Instructions for the task: Copy out, from the entries below, each line holding the string "Trace".

======== Exercise materials

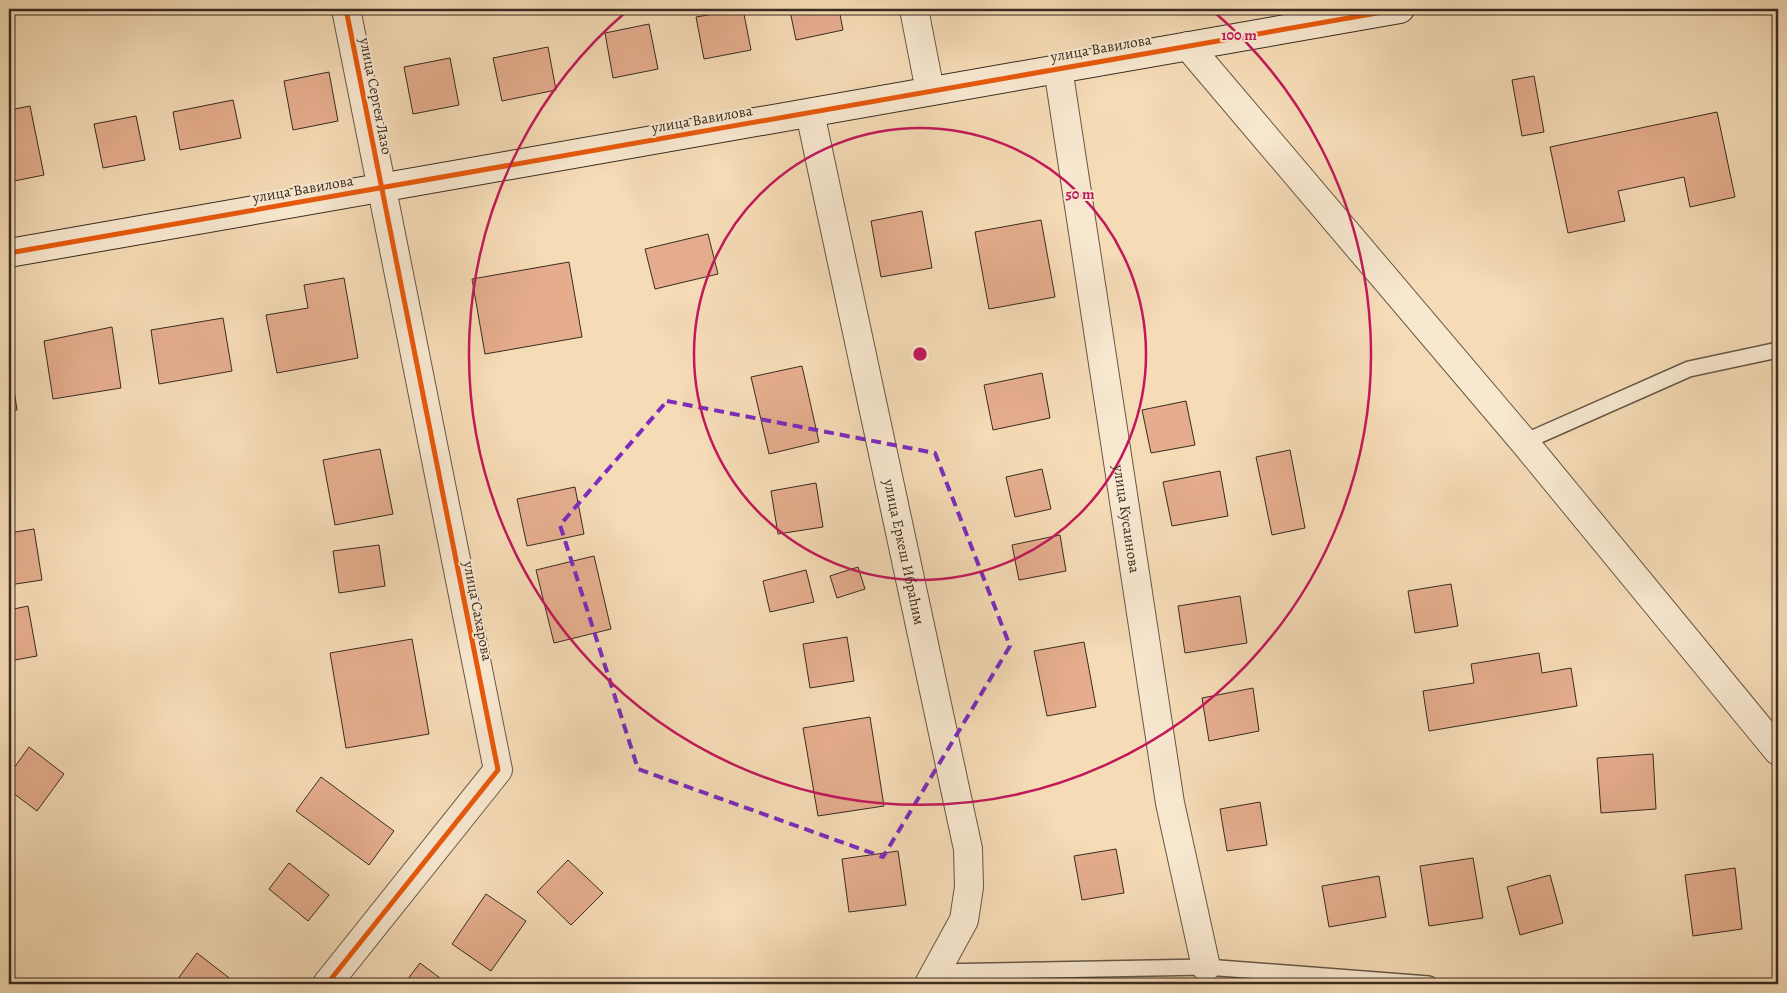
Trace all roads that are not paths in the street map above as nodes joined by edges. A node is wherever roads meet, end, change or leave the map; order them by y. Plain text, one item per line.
1 (346, 9) edge
2 (914, 9) edge
3 (1400, 9) edge
4 (1188, 46) junction
5 (1058, 68) junction
6 (930, 91) junction
7 (810, 113) junction
8 (381, 188) junction
9 (9, 253) edge
10 (1778, 350) edge
11 (1524, 442) junction
12 (1778, 751) edge
13 (1206, 967) junction
14 (932, 978) edge
15 (328, 984) edge
16 (1429, 984) edge

1 - 8 street, улица Сергея Лазо
2 - 6 street
3 - 4 street, улица Вавилова
4 - 5 street, улица Вавилова
4 - 11 street
5 - 6 street, улица Вавилова
5 - 13 street, улица Кусаинова
6 - 7 street, улица Вавилова
7 - 8 street, улица Вавилова
7 - 14 street, улица Еркеш Ибраһим
8 - 9 street, улица Вавилова
8 - 15 street, улица Сахарова
10 - 11 lane
11 - 12 street
13 - 14 lane
13 - 16 lane

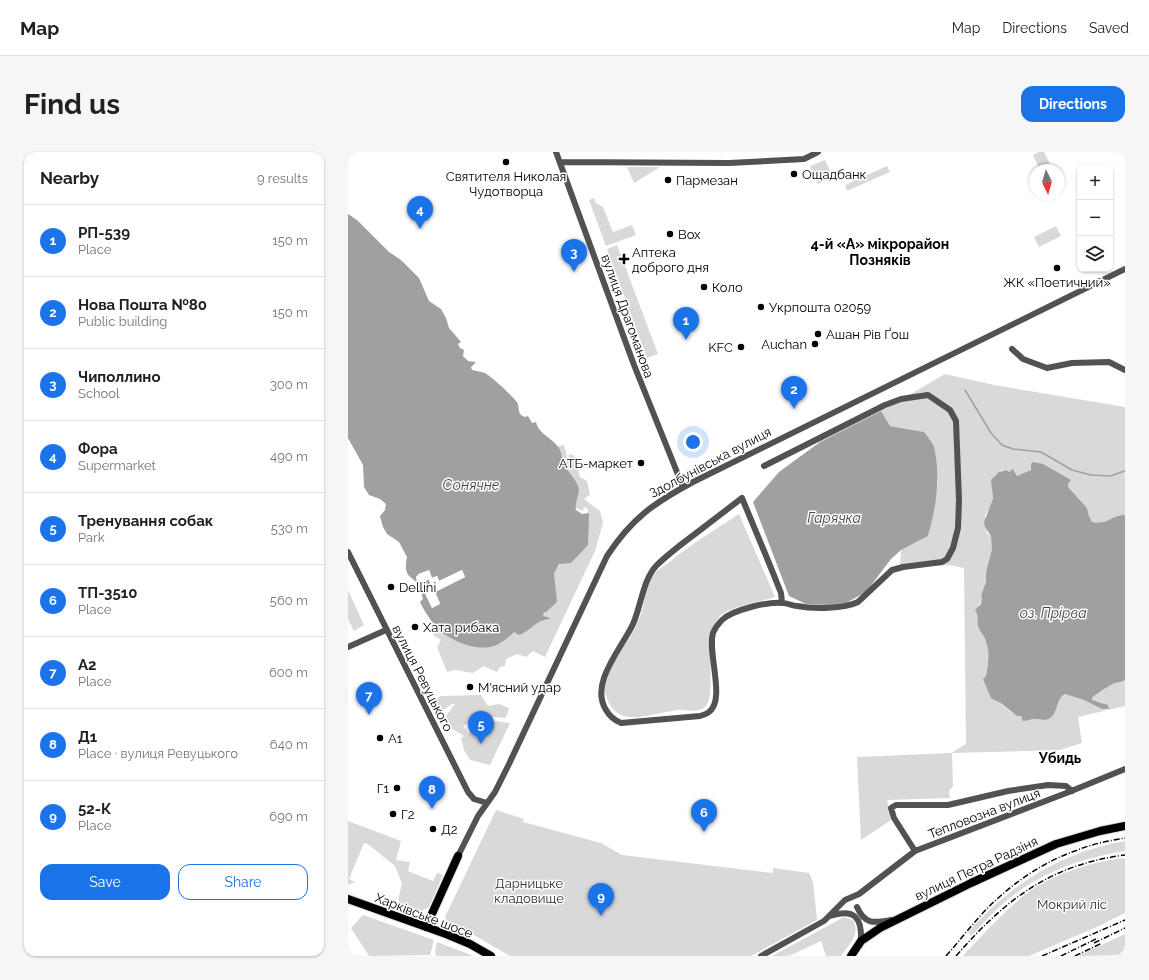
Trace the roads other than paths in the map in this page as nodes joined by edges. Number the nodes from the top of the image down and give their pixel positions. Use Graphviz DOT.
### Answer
graph roads {
  1 [pos="556,152"];
  2 [pos="818,152"];
  3 [pos="560,162"];
  4 [pos="1125,269"];
  5 [pos="1012,349"];
  6 [pos="1125,370"];
  7 [pos="764,466"];
  8 [pos="683,487"];
  9 [pos="348,553"];
  10 [pos="782,602"];
  11 [pos="386,630"];
  12 [pos="348,647"];
  13 [pos="1125,769"];
  14 [pos="1072,791"];
  15 [pos="487,803"];
  16 [pos="1125,826"];
  17 [pos="915,851"];
  18 [pos="458,856"];
  19 [pos="860,894"];
  20 [pos="348,899"];
  21 [pos="845,901"];
  22 [pos="857,905"];
  23 [pos="849,914"];
  24 [pos="830,917"];
  25 [pos="895,920"];
  26 [pos="426,927"];
  27 [pos="861,941"];
  28 [pos="490,956"];
  29 [pos="762,956"];
  30 [pos="851,956"];
  1 -- 3 [label="street, вулиця Драгоманова"];
  2 -- 3 [label="street"];
  3 -- 8 [label="street, вулиця Драгоманова"];
  4 -- 8 [label="street, Здолбунівська вулиця"];
  5 -- 6 [label="street"];
  7 -- 10 [label="street"];
  8 -- 15 [label="street, Здолбунівська вулиця"];
  9 -- 11 [label="street, вулиця Ревуцького"];
  10 -- 10 [label="street"];
  11 -- 12 [label="street"];
  11 -- 15 [label="street, вулиця Ревуцького"];
  13 -- 14 [label="street, Тепловозна вулиця"];
  14 -- 17 [label="street, Тепловозна вулиця"];
  14 -- 17 [label="street"];
  15 -- 18 [label="street, Здолбунівська вулиця"];
  16 -- 25 [label="main road, вулиця Петра Радзіня"];
  17 -- 19 [label="street, Тепловозна вулиця"];
  18 -- 26 [label="main road, Здолбунівська вулиця"];
  19 -- 21 [label="street, Тепловозна вулиця"];
  19 -- 22 [label="street"];
  20 -- 26 [label="main road, Харківське шосе"];
  21 -- 22 [label="street"];
  21 -- 23 [label="street"];
  21 -- 24 [label="street, Тепловозна вулиця"];
  22 -- 23 [label="street"];
  22 -- 25 [label="street"];
  23 -- 24 [label="street, Тепловозна вулиця"];
  23 -- 27 [label="street"];
  24 -- 29 [label="street, Тепловозна вулиця"];
  25 -- 27 [label="main road, вулиця Петра Радзіня"];
  26 -- 28 [label="main road, Харківське шосе"];
  27 -- 30 [label="main road, вулиця Петра Радзіня"];
}
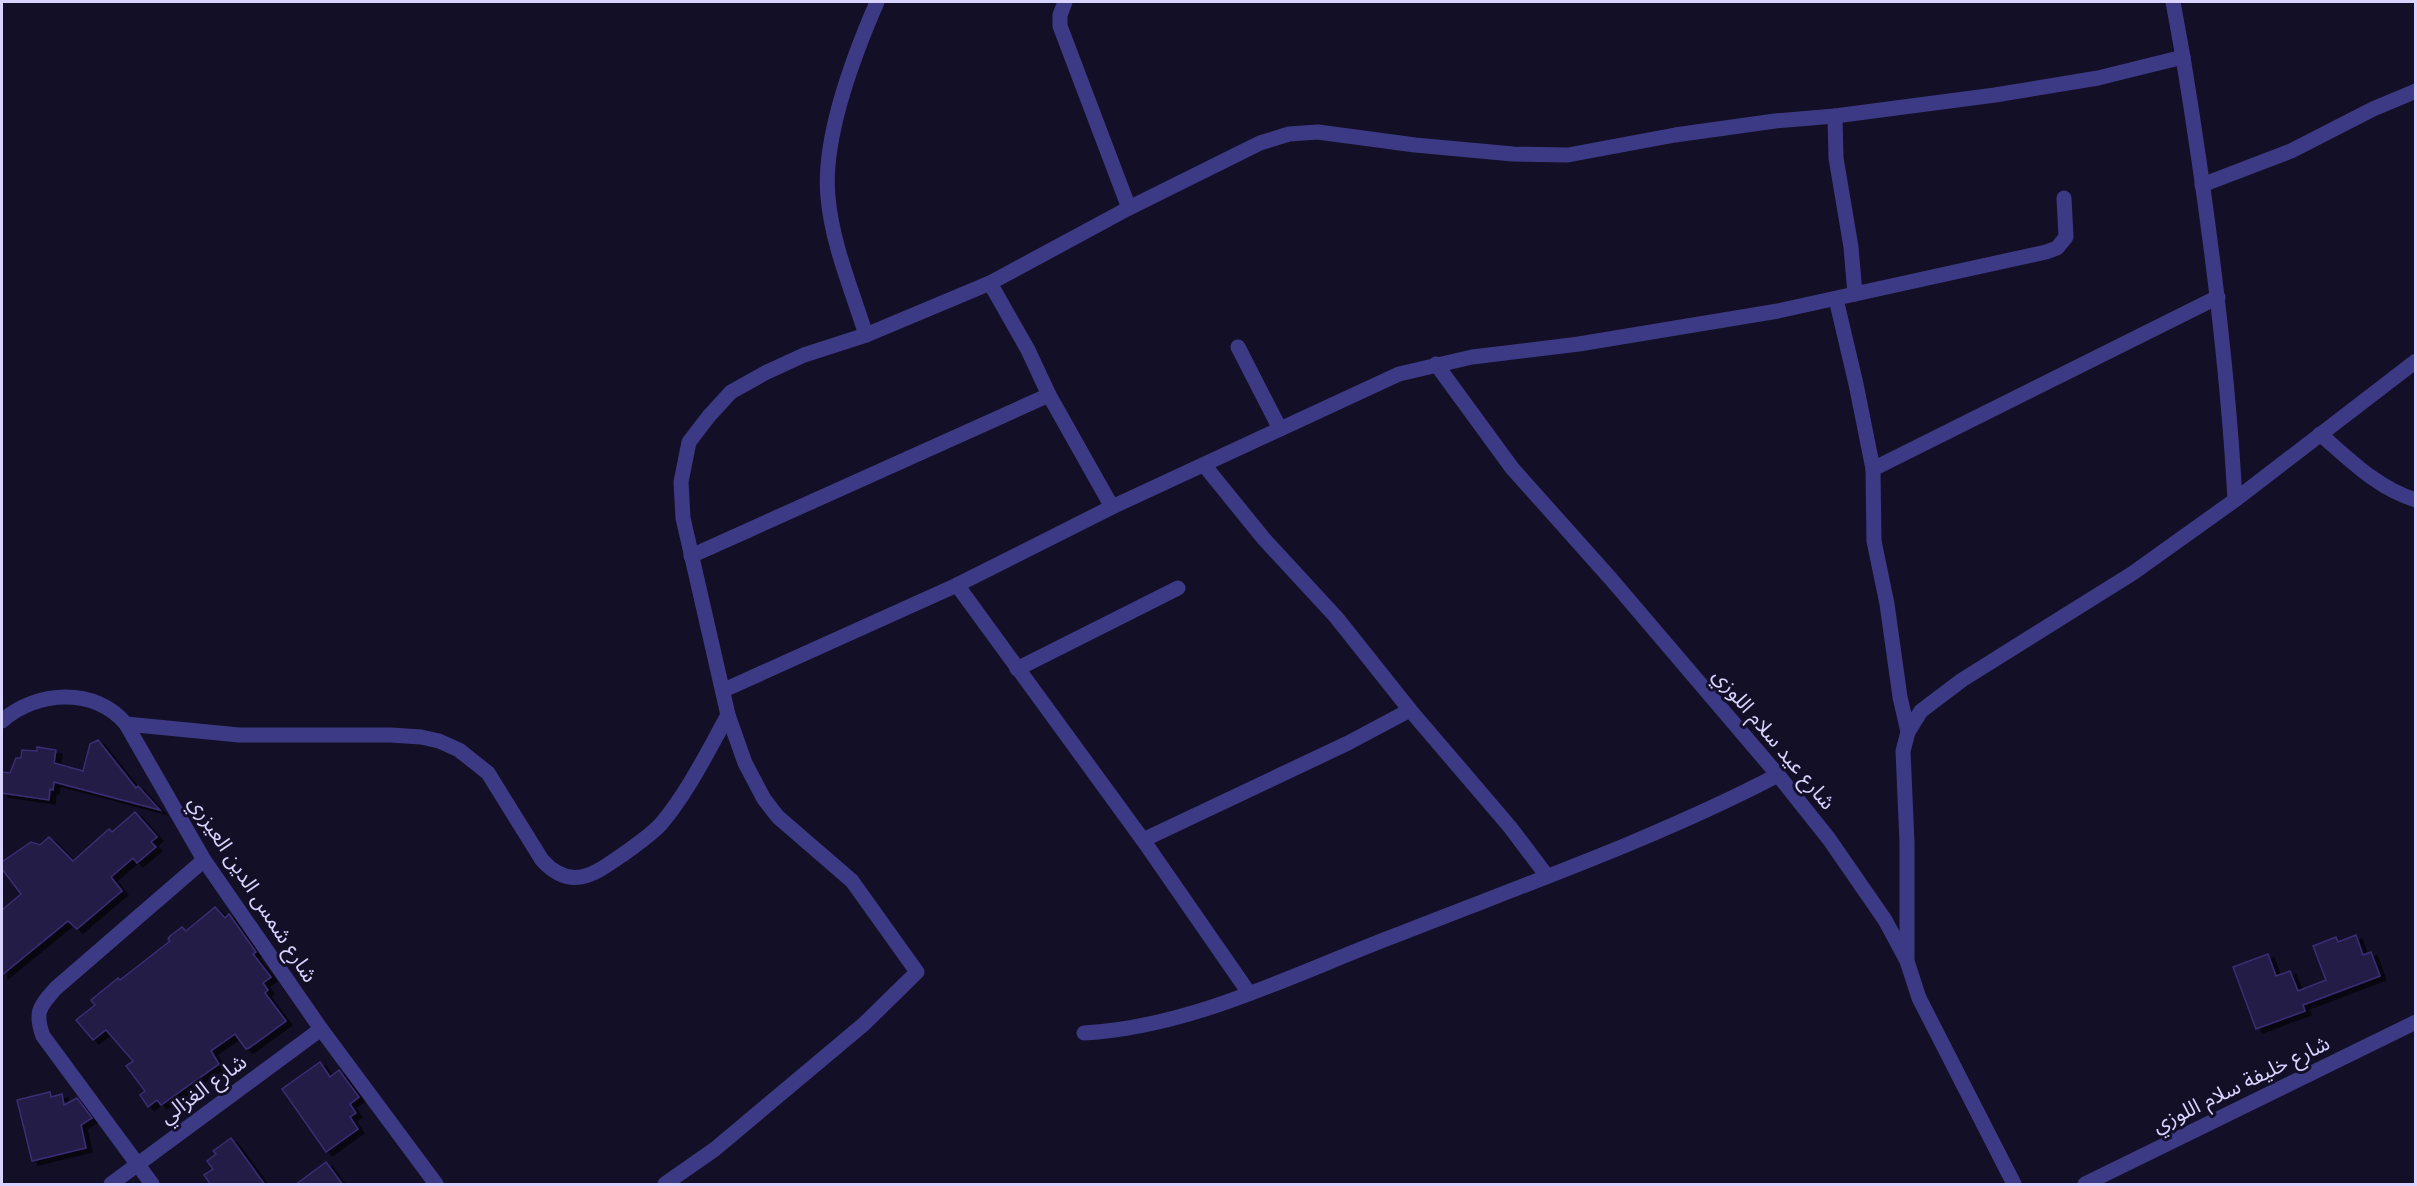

================

Solved exercise:
Trace all roads that are not paths in the street map above as nodes joined by edges. A node is wherever roads meet, end, change or leave the map; order them by y. Plain text, one item per line.
Trace the roads other than paths in the map in this page as nodes joined by edges. Number the nodes from the top of the image down and give their pixel positions. Use Graphviz DOT.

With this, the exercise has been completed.